The AI agent layer is covered the same way. An MCP server installed from a public registry that inherits ambient AWS credentials is exactly the OpenClaw-style supply-chain risk; Clutch discovers the agent, maps the inherited credentials, surfaces the risk against the developer through Workforce Attribution, and recommends a scoped, short-lived credential in its place. The Universal NHI MCP Server makes the agent-and-credential graph queryable in natural language during incident response.
Zero Knowledge Architecture means none of this requires centralizing the customer's secrets. Clutch processes the metadata required to build Identity Lineage® and detect anomalies; secret material stays in the customer environment. The platform that prevents the breach doesn't become the next breach target.
Practical Examples
A Vercel-style environment-variable leak. A long-lived AWS access key is set as an environment variable in a build pipeline. A misconfigured logging step writes it to a public log. Clutch discovered the key during initial discovery, it lives in the build pipeline, mirrors into Secrets Manager, and is consumed by two production Lambdas. The Identity Lineage® shows it can reach the customer-data RDS. Clutch had already recommended migrating the pipeline to OIDC federation; with the migration applied, the static key never existed to leak.

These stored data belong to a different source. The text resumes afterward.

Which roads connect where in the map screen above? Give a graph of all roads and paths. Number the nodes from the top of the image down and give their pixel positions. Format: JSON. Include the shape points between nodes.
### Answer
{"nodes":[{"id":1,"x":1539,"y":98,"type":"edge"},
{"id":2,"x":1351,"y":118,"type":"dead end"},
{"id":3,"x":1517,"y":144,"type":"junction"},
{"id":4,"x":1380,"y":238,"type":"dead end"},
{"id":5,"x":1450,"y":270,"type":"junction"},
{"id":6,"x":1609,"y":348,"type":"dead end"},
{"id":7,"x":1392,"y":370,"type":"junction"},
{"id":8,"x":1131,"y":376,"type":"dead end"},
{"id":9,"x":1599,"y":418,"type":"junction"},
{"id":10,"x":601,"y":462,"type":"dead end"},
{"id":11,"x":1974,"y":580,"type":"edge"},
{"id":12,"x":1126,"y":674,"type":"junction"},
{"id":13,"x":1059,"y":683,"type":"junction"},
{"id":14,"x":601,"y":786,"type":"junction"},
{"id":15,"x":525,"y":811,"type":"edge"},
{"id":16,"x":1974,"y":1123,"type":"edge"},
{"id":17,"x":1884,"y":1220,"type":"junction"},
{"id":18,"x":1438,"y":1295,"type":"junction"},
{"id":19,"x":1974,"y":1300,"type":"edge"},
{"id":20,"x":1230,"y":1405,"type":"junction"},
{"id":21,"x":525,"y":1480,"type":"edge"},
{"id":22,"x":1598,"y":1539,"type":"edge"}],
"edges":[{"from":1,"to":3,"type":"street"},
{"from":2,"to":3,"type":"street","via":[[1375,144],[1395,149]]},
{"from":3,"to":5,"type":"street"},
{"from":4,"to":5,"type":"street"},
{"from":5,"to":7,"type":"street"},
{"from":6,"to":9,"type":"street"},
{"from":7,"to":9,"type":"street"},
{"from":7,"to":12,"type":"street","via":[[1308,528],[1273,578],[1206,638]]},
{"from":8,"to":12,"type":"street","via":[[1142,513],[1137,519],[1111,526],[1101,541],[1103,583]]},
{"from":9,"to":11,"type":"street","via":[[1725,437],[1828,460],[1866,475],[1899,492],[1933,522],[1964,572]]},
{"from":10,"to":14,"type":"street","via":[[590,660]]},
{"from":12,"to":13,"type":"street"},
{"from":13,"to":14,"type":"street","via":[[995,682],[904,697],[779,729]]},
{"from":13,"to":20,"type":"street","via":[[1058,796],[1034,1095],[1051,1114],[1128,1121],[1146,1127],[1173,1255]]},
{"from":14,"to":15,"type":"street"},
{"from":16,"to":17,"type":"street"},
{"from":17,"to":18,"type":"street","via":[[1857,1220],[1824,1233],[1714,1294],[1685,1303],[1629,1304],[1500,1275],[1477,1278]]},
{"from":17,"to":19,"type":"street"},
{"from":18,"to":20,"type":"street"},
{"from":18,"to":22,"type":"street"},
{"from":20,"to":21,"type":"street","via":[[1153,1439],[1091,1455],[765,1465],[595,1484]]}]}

Where the migration hadn't yet been applied, Clutch detected the anomalous use within seconds of replay, revoked the key automatically per the customer's policy, and routed the incident to the named owner.
A CircleCI 2023-style platform compromise. A third-party CI/CD platform's tokens are exfiltrated in a vendor incident. The token grants access to the customer's cloud environment. Before the incident, Clutch had mapped the token's full cross-tenant blast radius: which AWS roles it could assume, which Secrets Manager entries it could read, which Kubernetes namespaces it could deploy into. The moment the attacker replays the token from a new source, Clutch detects the deviation, fires the alert with full Identity Lineage®, and the customer's incident workflow revokes the token in minutes, not hours.
An OpenClaw-style AI tooling supply-chain incident. A developer installs an MCP server from a public registry; the package is compromised and exfiltrates the developer's ambient AWS credentials. Clutch had identified the MCP server on installation, mapped the credentials it accessed through Identity Lineage®, and flagged it as inheriting overprivileged ambient credentials. Workforce Attribution had routed a recommendation to the developer's manager to migrate the agent to a scoped, ephemeral credential. With the migration applied, the supply-chain compromise has nothing useful to exfiltrate.
Frequently Asked Questions
The Bottom Line
The breaches that define the category, Vercel-style environment-variable leaks, CircleCI 2023-style CI/CD token compromise, OpenClaw-style AI supply-chain attacks, all share one feature: the loot was a non-human credential nobody had fully mapped, with a blast radius nobody had fully scoped. Vaults secure what's in them; the breach surface is what's outside. Clutch Security prevents these incidents by discovering credentials wherever they live, mapping cross-boundary blast radius through Identity Lineage®, migrating standing credentials to ephemeral identities, and detecting anomalous use in seconds, with Workforce Attribution naming the owner who can act. As agentic AI drives the next wave of NHI growth, the prevention surface is the entire non-human identity layer.